-- Your task --
The entries are to be output word for word, with the pictures omitted.

-- Landmark coordinate records --
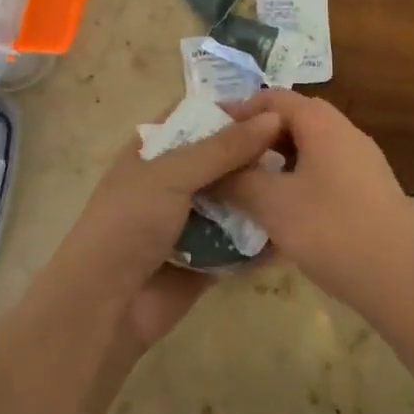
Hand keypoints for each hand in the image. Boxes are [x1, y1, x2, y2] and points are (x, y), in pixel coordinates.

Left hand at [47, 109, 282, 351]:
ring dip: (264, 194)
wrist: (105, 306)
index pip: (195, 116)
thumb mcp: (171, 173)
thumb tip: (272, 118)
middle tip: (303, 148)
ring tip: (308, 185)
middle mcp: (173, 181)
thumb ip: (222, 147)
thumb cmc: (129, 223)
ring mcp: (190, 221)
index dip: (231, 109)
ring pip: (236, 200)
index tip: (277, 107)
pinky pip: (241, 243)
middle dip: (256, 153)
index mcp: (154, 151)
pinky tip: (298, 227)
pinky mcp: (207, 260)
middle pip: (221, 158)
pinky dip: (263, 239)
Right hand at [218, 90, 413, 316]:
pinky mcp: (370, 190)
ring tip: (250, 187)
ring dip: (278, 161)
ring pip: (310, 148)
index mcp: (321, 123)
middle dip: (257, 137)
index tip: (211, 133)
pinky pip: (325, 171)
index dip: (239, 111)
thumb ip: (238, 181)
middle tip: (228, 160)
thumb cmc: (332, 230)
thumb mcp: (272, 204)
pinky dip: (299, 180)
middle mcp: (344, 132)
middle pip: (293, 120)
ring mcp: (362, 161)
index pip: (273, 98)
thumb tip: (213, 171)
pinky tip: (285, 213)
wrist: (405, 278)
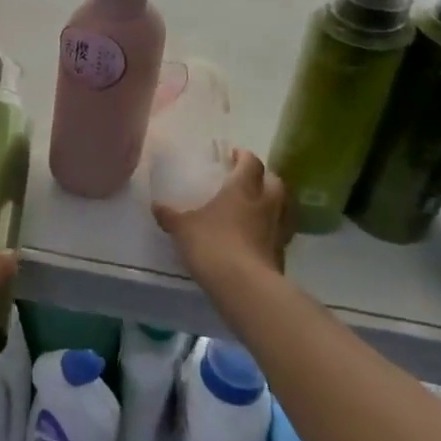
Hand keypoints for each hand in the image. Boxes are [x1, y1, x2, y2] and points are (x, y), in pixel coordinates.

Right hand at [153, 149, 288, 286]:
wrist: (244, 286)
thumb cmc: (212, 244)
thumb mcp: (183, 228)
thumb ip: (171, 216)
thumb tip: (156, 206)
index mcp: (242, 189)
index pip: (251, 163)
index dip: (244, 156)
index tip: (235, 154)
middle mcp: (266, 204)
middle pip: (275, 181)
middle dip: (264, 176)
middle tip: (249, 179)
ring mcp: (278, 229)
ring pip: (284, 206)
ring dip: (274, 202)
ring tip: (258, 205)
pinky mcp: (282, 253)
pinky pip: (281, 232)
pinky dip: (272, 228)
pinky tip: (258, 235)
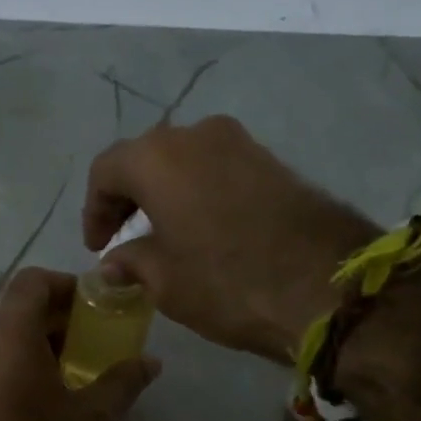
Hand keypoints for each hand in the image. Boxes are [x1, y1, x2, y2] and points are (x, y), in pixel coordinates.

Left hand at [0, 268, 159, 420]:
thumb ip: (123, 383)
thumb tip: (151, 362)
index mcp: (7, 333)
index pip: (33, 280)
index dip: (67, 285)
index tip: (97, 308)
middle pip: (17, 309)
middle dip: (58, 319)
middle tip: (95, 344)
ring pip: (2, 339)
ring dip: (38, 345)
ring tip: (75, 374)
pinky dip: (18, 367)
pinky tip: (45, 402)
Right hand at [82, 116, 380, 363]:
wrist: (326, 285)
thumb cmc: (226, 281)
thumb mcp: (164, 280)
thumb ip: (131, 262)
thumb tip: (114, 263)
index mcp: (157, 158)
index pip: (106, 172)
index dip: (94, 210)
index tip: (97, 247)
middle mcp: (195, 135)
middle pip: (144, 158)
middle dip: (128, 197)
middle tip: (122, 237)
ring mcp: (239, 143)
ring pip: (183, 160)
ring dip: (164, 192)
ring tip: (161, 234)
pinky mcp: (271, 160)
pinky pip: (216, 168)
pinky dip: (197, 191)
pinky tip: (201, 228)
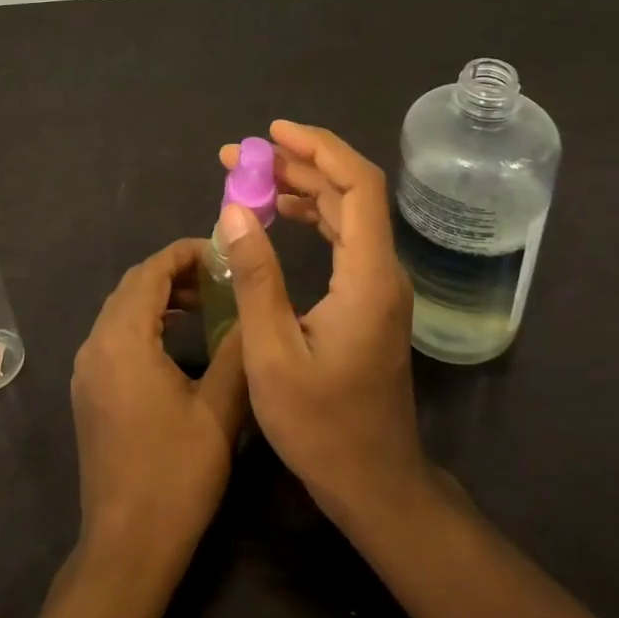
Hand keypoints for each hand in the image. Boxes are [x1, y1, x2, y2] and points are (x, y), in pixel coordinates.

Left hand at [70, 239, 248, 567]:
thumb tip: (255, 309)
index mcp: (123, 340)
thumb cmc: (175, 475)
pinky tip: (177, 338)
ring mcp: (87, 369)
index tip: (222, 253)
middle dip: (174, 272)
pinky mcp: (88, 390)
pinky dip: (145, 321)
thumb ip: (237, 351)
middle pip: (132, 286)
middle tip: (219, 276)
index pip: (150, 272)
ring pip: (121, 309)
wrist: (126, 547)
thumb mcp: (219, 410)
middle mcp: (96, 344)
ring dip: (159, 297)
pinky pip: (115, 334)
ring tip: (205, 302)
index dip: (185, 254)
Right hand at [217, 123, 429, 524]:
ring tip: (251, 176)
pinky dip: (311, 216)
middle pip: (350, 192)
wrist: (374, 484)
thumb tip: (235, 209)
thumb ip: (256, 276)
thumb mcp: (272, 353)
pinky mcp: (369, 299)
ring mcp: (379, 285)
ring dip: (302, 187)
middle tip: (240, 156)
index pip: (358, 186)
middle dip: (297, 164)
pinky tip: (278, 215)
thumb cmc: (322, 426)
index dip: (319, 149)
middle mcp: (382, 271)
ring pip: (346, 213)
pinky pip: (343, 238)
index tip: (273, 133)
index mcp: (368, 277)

-- Response --
Hand keypoints for each hand in the image. Boxes are [x1, y1, x2, y2] and points are (x, y), in pixel coordinates.

Left hand at [47, 109, 282, 351]:
ring dip: (264, 194)
wrist: (105, 306)
index pip: (195, 116)
thumb mcp: (171, 173)
thumb tip: (272, 118)
middle tip: (303, 148)
ring tip: (308, 185)
middle mcp: (173, 181)
thumb ip: (222, 147)
thumb cmc: (129, 223)
ring mcp: (190, 221)
index dip: (231, 109)
ring pip: (236, 200)
index tip: (277, 107)
pinky pip: (241, 243)
middle dip: (256, 153)
index mcp: (154, 151)
pinky tip: (298, 227)
pinky mcp: (207, 260)
middle pip: (221, 158)
pinky dip: (263, 239)
Right hand at [218, 90, 413, 316]:
pinky mcp: (370, 190)
ring tip: (250, 187)
ring dip: (278, 161)
ring pip: (310, 148)
index mcp: (321, 123)
middle dip: (257, 137)
index tip: (211, 133)
pinky pip: (325, 171)
index dip: (239, 111)
thumb ip: (238, 181)
middle tip: (228, 160)
thumb cmc: (332, 230)
thumb mcp: (272, 204)
pinky dip: (299, 180)
middle mcp: (344, 132)
middle pip: (293, 120)
ring mcp: (362, 161)
index pip: (273, 98)
thumb tip: (213, 171)
pinky tip: (285, 213)
wrist: (405, 278)
Hand keypoints for each hand in the image. Boxes are [x1, y1, x2, y2] and points are (x, y), in pixel coordinates.

Right hand at [153, 149, 288, 286]:
wrist: (244, 286)
thumb cmc: (212, 244)
thumb mcp: (183, 228)
thumb ip: (171, 216)
thumb tip: (156, 206)
index mcp: (242, 189)
index pip: (251, 163)
index dip: (244, 156)
index tip: (235, 154)
middle mcp: (266, 204)
middle pip: (275, 181)
middle dip: (264, 176)
middle tip: (249, 179)
ring mcp: (278, 229)
ring pip: (284, 206)
ring dip: (274, 202)
ring tip: (258, 205)
pinky mcp: (282, 253)
pinky pip: (281, 232)
pinky dip: (272, 228)
pinky tip: (258, 235)
Hand keypoints for each hand in the image. Boxes are [x1, y1, x2, y2] and points are (x, y), in pixel coordinates.

Left hand at [0, 268, 159, 420]:
thumb ip: (123, 383)
thumb tip: (151, 362)
index mcp: (7, 333)
index pip: (33, 280)
index dip: (67, 285)
index tip: (97, 308)
middle pip: (17, 309)
middle dip: (58, 319)
middle tip: (95, 344)
ring pip: (2, 339)
ring dip: (38, 345)
ring tip: (75, 374)
pinky dip: (18, 367)
pinky tip: (45, 402)
Right hand at [82, 116, 380, 363]:
wrist: (326, 285)
thumb cmc: (226, 281)
thumb mcp: (164, 280)
thumb ip: (131, 262)
thumb tip: (114, 263)
index mcp: (157, 158)
index pip: (106, 172)
index dip: (94, 210)
index tip: (97, 247)
middle mcp: (195, 135)
middle pip: (144, 158)
middle dip: (128, 197)
middle tip: (122, 237)
ring mcp: (239, 143)
ring pip: (183, 160)
ring dip: (164, 192)
ring tip: (161, 234)
pinky mcp: (271, 160)
pinky pip: (216, 168)
pinky dip: (197, 191)
pinky tip: (201, 228)
Hand keypoints for each hand in the image. Boxes are [x1, y1, x2, y2] and points are (x, y), in pixel coordinates.

Left hand at [70, 239, 248, 567]:
thumb tip: (255, 309)
index mcp: (123, 340)
thumb cmc: (175, 475)
pinky tip: (177, 338)
ring mcp: (87, 369)
index tip: (222, 253)
middle dip: (174, 272)
pinky mcp: (88, 390)
pinky dip: (145, 321)
thumb ip: (237, 351)
middle pip: (132, 286)
middle tip: (219, 276)
index pip: (150, 272)
ring pip: (121, 309)
wrist: (126, 547)
thumb mcp: (219, 410)
middle mcp: (96, 344)
ring dip: (159, 297)
pinky pip: (115, 334)
ring tip: (205, 302)
index dip: (185, 254)
Right hand at [217, 123, 429, 524]:
ring tip: (251, 176)
pinky dip: (311, 216)
middle pip: (350, 192)
wrist: (374, 484)
thumb tip: (235, 209)
thumb ip: (256, 276)
thumb mcp: (272, 353)
pinky mcp: (369, 299)
ring mcp: (379, 285)
ring dip: (302, 187)
middle tip: (240, 156)
index pip: (358, 186)
middle dip: (297, 164)
pinky tip: (278, 215)
thumb cmc: (322, 426)
index dip: (319, 149)
middle mcp: (382, 271)
ring pip: (346, 213)
pinky pip: (343, 238)
index tip: (273, 133)
index mcp: (368, 277)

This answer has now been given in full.